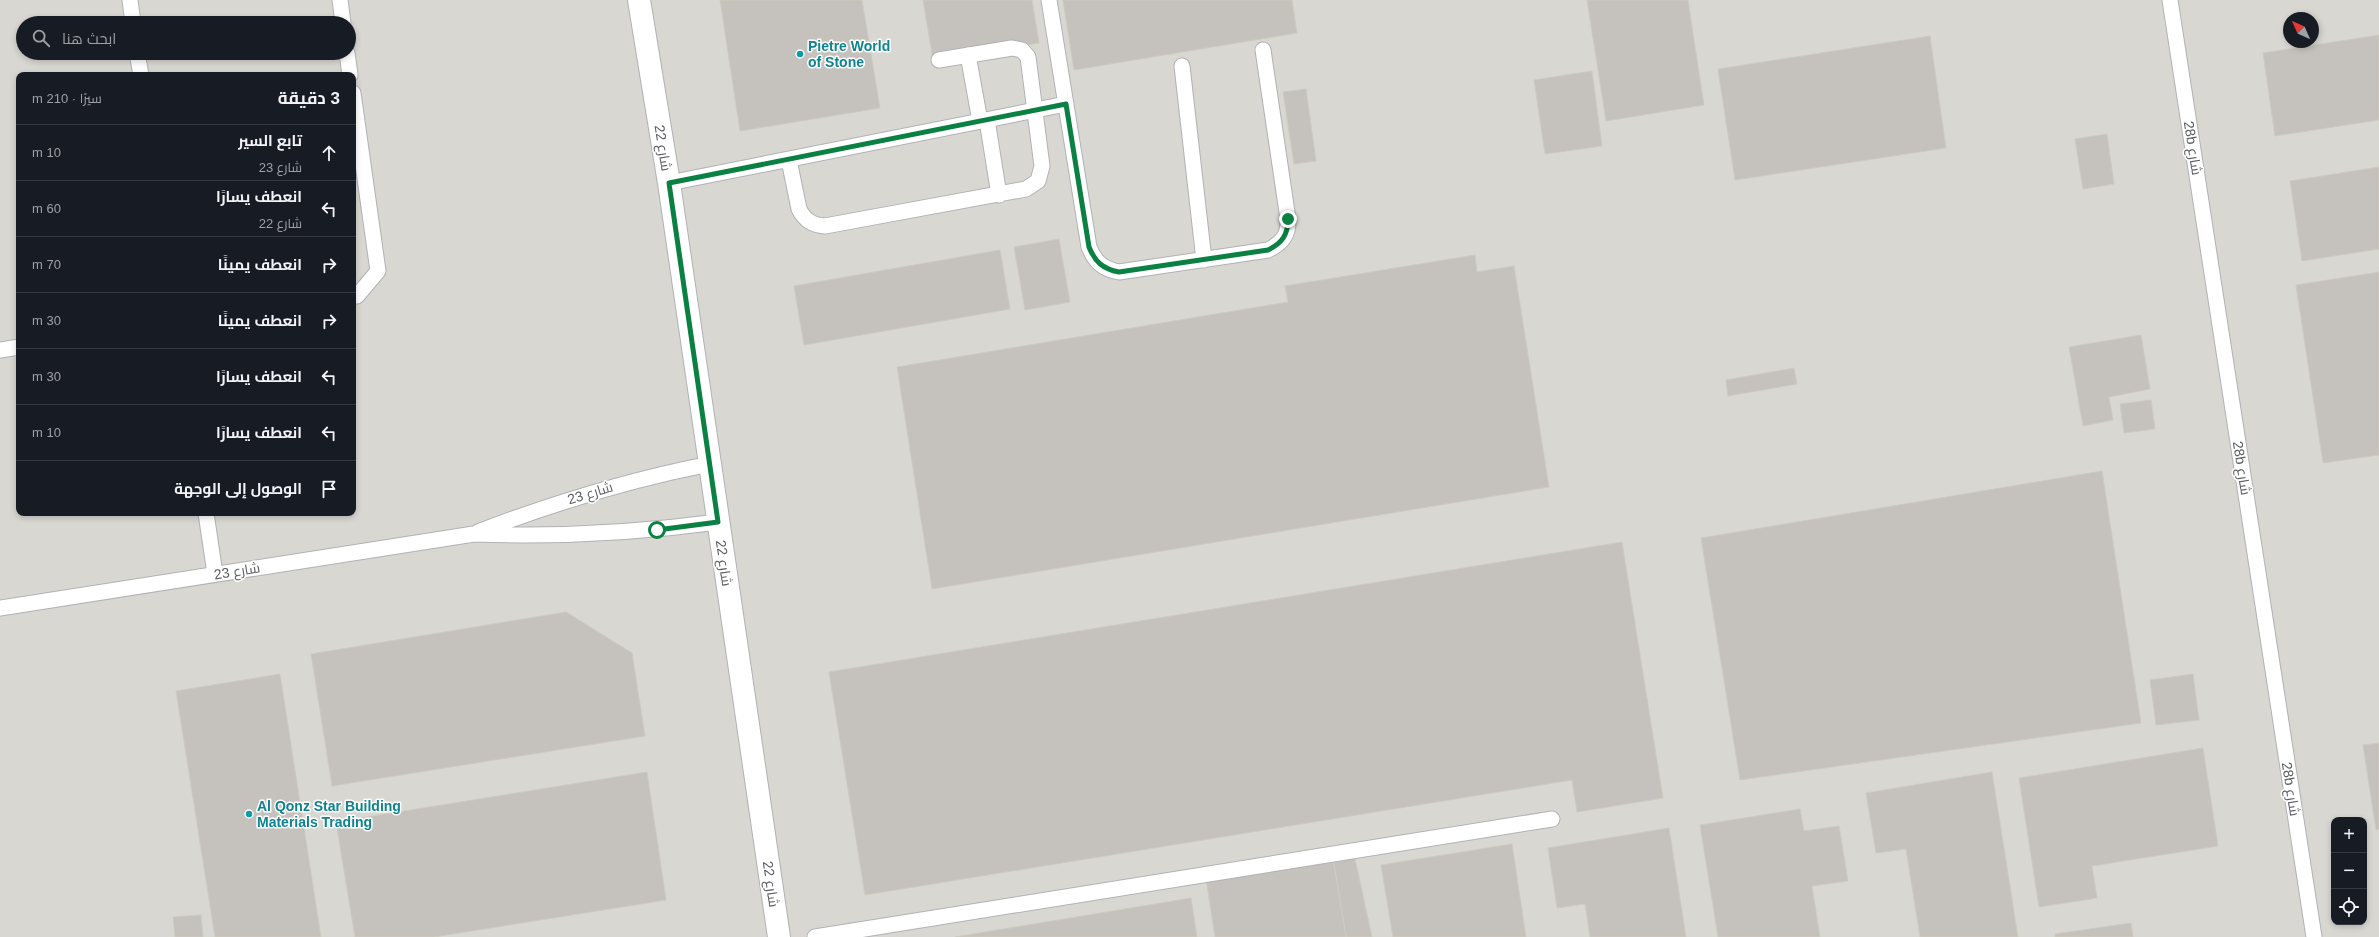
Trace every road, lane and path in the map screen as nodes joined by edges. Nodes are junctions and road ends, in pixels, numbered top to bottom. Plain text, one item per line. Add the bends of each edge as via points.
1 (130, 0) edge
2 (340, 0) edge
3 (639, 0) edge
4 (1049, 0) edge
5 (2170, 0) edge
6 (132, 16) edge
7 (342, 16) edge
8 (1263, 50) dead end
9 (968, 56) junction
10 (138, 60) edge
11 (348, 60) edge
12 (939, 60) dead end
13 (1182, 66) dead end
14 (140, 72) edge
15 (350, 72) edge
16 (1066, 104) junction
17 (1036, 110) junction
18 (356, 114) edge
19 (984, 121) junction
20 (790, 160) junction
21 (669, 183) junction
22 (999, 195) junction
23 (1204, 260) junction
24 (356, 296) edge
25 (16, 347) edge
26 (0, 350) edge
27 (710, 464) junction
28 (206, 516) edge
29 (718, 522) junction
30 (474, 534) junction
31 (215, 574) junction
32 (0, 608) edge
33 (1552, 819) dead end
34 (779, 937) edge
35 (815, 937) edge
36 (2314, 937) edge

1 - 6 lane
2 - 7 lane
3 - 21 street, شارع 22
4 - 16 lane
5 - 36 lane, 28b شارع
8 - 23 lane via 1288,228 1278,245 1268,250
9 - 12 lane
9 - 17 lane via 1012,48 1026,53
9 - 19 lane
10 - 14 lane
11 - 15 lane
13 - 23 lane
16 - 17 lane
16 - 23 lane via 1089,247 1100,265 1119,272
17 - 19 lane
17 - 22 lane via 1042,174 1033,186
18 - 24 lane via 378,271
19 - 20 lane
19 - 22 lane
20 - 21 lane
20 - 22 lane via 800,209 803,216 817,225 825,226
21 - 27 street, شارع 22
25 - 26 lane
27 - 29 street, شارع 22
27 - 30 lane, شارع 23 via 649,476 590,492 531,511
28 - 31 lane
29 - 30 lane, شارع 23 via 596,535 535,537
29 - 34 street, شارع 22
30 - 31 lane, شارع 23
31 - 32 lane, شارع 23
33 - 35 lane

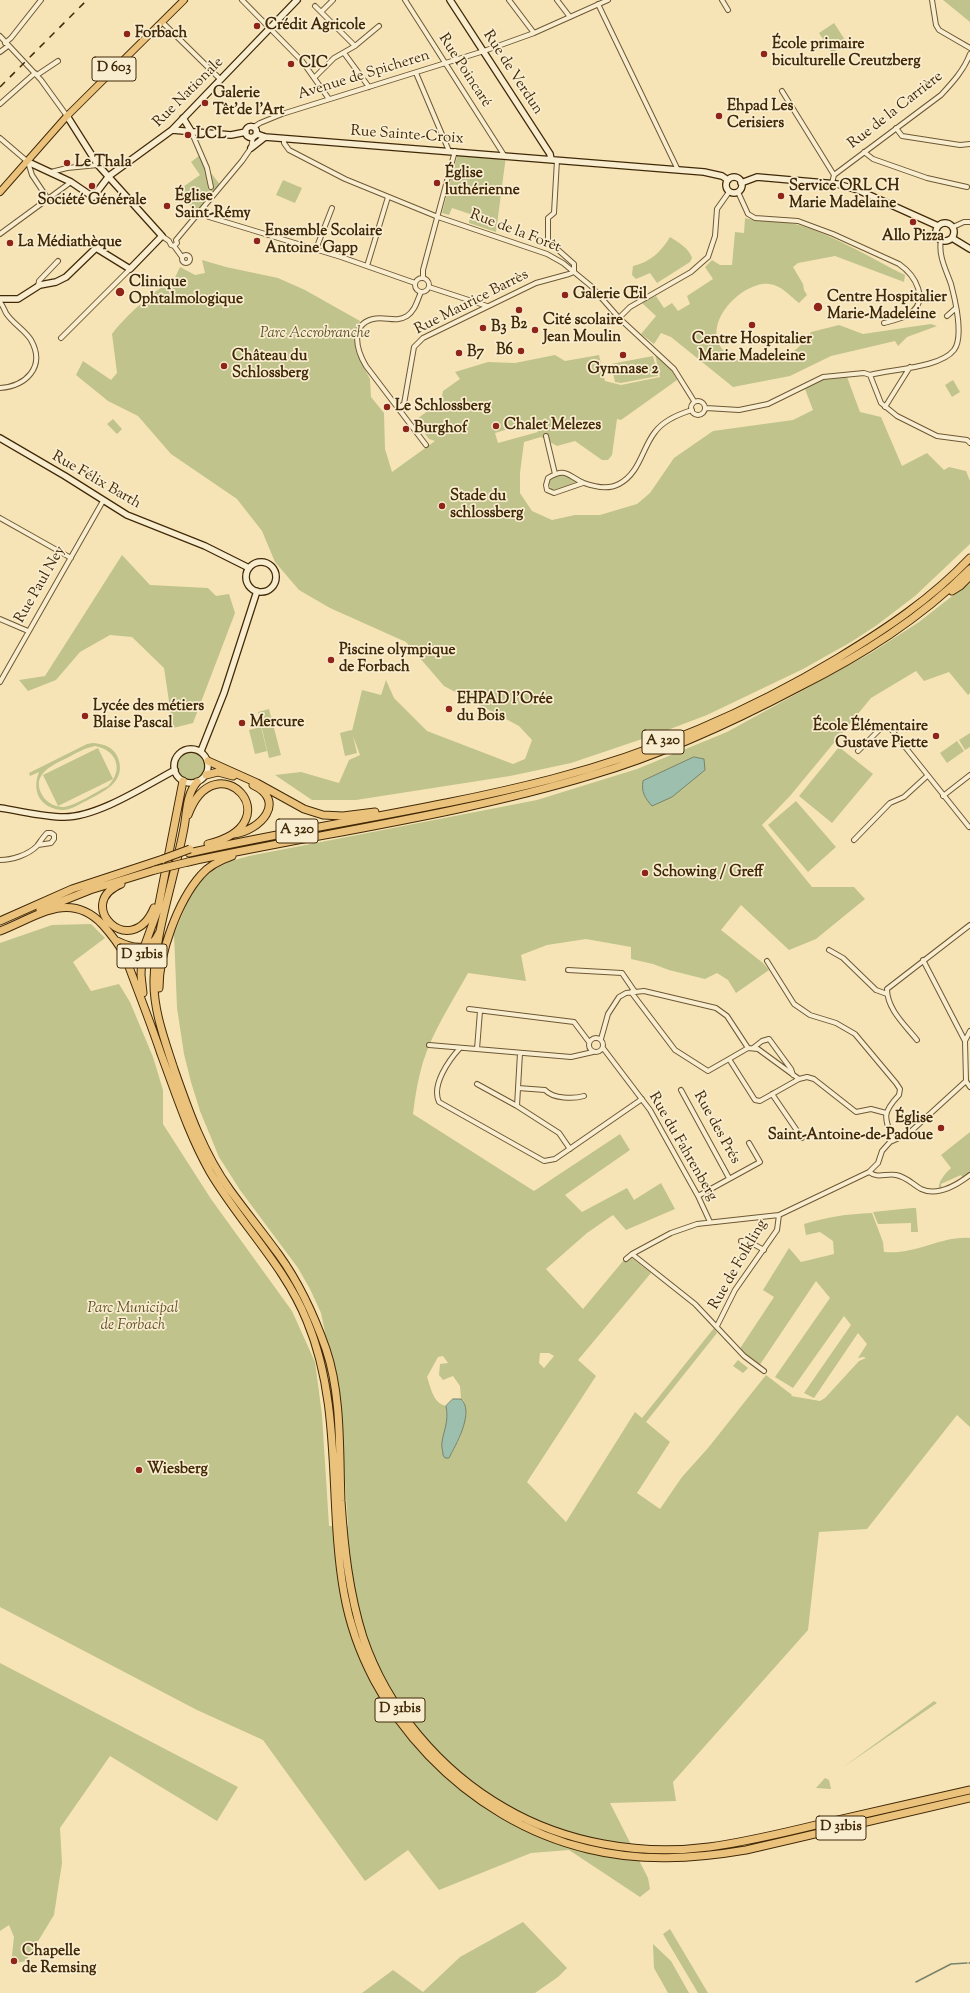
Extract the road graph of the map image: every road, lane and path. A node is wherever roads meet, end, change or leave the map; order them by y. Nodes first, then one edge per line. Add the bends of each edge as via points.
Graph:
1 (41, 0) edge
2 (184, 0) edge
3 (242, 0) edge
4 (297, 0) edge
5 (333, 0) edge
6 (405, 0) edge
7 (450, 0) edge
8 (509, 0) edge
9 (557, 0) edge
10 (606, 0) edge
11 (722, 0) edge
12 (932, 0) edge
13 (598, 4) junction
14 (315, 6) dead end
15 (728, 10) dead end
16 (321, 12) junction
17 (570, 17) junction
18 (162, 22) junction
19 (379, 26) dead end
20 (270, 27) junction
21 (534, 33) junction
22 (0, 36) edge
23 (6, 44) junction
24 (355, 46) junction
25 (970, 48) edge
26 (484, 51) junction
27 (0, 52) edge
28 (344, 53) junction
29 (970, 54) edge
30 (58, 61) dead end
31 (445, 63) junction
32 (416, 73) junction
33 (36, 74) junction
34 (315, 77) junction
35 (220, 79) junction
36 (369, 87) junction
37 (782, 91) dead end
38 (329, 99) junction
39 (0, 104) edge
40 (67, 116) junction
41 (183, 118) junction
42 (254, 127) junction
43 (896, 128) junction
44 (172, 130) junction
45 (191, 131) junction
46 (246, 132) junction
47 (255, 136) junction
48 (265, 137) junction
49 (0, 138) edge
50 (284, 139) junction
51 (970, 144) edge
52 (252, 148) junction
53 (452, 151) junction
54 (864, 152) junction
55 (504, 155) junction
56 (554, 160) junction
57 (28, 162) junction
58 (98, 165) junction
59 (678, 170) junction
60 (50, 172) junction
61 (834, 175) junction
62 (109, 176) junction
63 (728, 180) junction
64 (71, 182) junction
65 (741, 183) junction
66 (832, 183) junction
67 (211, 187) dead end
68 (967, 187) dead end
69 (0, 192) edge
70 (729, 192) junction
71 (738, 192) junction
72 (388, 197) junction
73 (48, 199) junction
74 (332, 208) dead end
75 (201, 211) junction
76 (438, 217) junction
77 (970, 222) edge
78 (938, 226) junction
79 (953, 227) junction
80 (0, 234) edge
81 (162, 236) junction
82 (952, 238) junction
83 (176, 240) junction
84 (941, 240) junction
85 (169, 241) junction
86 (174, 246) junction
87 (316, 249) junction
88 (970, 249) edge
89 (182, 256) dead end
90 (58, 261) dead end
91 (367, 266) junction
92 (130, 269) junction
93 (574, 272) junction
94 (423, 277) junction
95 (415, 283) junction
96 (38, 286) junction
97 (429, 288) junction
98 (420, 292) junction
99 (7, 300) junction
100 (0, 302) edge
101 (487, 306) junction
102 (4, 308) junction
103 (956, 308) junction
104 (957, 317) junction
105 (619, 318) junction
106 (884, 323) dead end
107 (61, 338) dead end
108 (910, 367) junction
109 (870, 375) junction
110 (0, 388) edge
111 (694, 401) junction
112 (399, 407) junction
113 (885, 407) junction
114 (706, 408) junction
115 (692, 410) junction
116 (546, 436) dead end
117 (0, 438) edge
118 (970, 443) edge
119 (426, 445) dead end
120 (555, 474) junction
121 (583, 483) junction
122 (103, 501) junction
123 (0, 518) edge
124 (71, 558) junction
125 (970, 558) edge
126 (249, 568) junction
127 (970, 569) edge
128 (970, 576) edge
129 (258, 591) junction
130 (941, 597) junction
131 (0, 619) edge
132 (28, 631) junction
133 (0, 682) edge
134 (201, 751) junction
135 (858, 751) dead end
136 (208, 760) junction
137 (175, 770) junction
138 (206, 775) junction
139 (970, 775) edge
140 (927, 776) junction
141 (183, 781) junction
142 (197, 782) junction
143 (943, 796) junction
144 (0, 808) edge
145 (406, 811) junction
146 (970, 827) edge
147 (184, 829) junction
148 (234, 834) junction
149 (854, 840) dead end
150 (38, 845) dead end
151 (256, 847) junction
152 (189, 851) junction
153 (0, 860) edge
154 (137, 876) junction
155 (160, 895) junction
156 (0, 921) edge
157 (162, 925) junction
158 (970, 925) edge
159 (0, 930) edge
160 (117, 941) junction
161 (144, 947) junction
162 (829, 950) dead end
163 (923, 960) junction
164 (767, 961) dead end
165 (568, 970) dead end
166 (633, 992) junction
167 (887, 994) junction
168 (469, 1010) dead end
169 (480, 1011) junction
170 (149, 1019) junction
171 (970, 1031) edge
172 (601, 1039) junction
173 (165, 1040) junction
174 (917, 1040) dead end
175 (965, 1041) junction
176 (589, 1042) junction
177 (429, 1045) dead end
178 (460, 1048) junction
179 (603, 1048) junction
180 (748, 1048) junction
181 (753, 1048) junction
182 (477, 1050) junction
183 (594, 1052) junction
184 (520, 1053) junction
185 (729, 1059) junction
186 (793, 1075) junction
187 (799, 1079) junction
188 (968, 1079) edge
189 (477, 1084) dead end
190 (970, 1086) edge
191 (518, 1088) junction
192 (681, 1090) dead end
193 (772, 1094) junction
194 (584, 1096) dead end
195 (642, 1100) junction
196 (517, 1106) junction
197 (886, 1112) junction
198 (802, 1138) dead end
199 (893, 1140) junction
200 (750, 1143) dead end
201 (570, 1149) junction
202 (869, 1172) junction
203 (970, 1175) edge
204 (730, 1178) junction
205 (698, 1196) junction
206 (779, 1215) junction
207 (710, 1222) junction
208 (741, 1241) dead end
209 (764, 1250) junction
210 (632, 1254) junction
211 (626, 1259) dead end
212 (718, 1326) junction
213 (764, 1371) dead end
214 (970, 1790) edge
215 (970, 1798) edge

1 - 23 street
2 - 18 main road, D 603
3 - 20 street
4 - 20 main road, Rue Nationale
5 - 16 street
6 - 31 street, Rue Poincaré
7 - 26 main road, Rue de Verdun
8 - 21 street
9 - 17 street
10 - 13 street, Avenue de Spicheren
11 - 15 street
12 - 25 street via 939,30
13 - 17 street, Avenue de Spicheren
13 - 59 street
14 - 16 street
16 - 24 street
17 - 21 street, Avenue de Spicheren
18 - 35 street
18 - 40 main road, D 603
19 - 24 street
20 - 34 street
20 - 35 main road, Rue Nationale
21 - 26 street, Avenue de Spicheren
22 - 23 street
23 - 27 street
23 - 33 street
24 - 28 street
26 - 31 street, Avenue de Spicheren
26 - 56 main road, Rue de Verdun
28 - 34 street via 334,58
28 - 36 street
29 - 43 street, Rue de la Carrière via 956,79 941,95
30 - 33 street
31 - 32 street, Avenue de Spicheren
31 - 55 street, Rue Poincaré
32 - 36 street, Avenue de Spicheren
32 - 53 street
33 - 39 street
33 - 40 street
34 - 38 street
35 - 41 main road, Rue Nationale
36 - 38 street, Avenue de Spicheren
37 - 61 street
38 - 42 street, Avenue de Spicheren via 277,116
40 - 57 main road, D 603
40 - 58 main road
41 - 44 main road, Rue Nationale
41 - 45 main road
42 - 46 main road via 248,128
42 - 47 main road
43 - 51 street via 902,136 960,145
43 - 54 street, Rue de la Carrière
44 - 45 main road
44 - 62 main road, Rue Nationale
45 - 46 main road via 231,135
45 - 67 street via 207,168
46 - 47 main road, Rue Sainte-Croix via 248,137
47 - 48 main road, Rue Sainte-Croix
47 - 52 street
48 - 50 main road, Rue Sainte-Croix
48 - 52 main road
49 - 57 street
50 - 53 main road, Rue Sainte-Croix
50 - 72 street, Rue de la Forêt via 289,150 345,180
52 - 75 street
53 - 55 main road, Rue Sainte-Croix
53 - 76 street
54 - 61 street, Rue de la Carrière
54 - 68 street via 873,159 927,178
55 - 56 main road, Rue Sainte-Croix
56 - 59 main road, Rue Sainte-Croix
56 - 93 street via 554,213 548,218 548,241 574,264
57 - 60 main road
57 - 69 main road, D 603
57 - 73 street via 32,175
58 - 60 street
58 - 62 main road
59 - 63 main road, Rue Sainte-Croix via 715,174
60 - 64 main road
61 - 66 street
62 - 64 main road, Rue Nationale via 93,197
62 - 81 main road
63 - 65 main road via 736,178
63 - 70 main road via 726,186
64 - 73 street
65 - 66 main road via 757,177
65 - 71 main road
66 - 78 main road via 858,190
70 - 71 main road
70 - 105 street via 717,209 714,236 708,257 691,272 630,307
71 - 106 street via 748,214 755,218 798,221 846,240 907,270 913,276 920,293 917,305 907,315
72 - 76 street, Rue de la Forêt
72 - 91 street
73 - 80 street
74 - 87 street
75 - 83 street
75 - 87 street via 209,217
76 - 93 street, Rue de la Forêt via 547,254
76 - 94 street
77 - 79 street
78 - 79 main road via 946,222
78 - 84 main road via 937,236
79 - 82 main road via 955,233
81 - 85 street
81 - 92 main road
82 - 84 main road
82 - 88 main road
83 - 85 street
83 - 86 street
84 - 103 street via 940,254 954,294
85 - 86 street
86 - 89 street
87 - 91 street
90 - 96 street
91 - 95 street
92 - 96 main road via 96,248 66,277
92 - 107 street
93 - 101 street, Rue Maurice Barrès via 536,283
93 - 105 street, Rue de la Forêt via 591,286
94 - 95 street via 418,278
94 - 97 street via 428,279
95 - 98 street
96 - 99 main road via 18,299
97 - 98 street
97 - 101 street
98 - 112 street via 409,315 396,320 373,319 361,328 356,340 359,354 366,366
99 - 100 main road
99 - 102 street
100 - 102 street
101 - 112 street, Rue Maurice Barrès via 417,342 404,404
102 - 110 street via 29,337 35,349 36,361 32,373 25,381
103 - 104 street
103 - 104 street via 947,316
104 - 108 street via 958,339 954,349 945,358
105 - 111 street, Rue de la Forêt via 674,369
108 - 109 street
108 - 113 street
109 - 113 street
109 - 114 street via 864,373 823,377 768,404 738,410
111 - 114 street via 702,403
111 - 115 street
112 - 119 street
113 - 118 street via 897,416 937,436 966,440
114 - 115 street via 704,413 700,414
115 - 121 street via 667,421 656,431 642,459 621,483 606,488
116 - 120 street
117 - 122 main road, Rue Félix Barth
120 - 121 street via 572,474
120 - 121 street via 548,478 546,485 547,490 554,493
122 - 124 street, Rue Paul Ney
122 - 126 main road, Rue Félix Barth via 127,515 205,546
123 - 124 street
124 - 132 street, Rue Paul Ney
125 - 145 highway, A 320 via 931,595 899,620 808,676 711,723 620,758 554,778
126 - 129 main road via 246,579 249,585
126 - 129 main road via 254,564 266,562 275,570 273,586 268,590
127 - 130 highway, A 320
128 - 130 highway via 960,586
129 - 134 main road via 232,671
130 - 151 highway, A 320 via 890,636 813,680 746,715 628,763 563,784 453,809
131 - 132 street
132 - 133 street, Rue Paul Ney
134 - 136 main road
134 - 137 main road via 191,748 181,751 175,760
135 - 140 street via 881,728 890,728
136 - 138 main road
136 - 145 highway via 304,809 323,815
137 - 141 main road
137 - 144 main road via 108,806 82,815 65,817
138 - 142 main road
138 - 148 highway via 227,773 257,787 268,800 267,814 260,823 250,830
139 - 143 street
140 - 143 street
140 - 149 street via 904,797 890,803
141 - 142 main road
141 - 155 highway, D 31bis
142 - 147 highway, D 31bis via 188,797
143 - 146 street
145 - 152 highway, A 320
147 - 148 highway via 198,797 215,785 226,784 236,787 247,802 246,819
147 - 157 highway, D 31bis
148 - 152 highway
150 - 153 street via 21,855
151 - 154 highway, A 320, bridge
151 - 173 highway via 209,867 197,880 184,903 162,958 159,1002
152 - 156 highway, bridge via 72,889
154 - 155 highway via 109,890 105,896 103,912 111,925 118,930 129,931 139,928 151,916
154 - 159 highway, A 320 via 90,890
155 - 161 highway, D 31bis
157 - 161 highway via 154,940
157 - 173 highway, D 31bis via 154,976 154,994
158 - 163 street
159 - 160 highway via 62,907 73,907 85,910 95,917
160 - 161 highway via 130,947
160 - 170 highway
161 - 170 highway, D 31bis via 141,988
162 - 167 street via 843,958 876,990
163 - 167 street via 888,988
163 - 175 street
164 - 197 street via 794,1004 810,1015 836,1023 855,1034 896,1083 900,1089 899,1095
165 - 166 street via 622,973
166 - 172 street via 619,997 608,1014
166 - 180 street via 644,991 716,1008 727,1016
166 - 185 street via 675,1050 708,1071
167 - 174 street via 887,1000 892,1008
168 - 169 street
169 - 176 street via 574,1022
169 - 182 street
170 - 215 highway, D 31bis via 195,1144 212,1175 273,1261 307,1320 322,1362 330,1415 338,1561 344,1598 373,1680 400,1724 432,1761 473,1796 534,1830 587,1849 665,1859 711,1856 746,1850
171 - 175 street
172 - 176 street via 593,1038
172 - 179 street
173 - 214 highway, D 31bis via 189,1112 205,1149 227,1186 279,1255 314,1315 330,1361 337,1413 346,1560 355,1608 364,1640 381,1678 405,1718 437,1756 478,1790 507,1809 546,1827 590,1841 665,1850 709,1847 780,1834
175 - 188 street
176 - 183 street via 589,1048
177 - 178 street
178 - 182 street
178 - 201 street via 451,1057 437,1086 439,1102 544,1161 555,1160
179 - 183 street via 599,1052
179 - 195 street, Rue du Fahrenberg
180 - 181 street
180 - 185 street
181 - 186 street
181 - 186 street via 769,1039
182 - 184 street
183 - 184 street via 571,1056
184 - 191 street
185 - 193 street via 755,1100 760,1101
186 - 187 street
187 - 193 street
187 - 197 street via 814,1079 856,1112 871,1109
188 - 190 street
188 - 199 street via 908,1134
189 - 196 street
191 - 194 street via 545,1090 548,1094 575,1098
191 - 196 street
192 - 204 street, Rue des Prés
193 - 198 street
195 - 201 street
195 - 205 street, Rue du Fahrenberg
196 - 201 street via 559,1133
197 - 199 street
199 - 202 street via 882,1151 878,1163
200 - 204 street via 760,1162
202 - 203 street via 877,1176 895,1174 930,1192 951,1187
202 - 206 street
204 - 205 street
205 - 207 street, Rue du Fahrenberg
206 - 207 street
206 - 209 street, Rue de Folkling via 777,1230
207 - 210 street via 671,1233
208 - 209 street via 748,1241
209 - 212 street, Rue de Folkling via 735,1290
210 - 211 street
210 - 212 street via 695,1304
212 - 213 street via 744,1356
*****
Where a line in the listing above contains "Poincaré", copy that line.

6 - 31 street, Rue Poincaré
31 - 55 street, Rue Poincaré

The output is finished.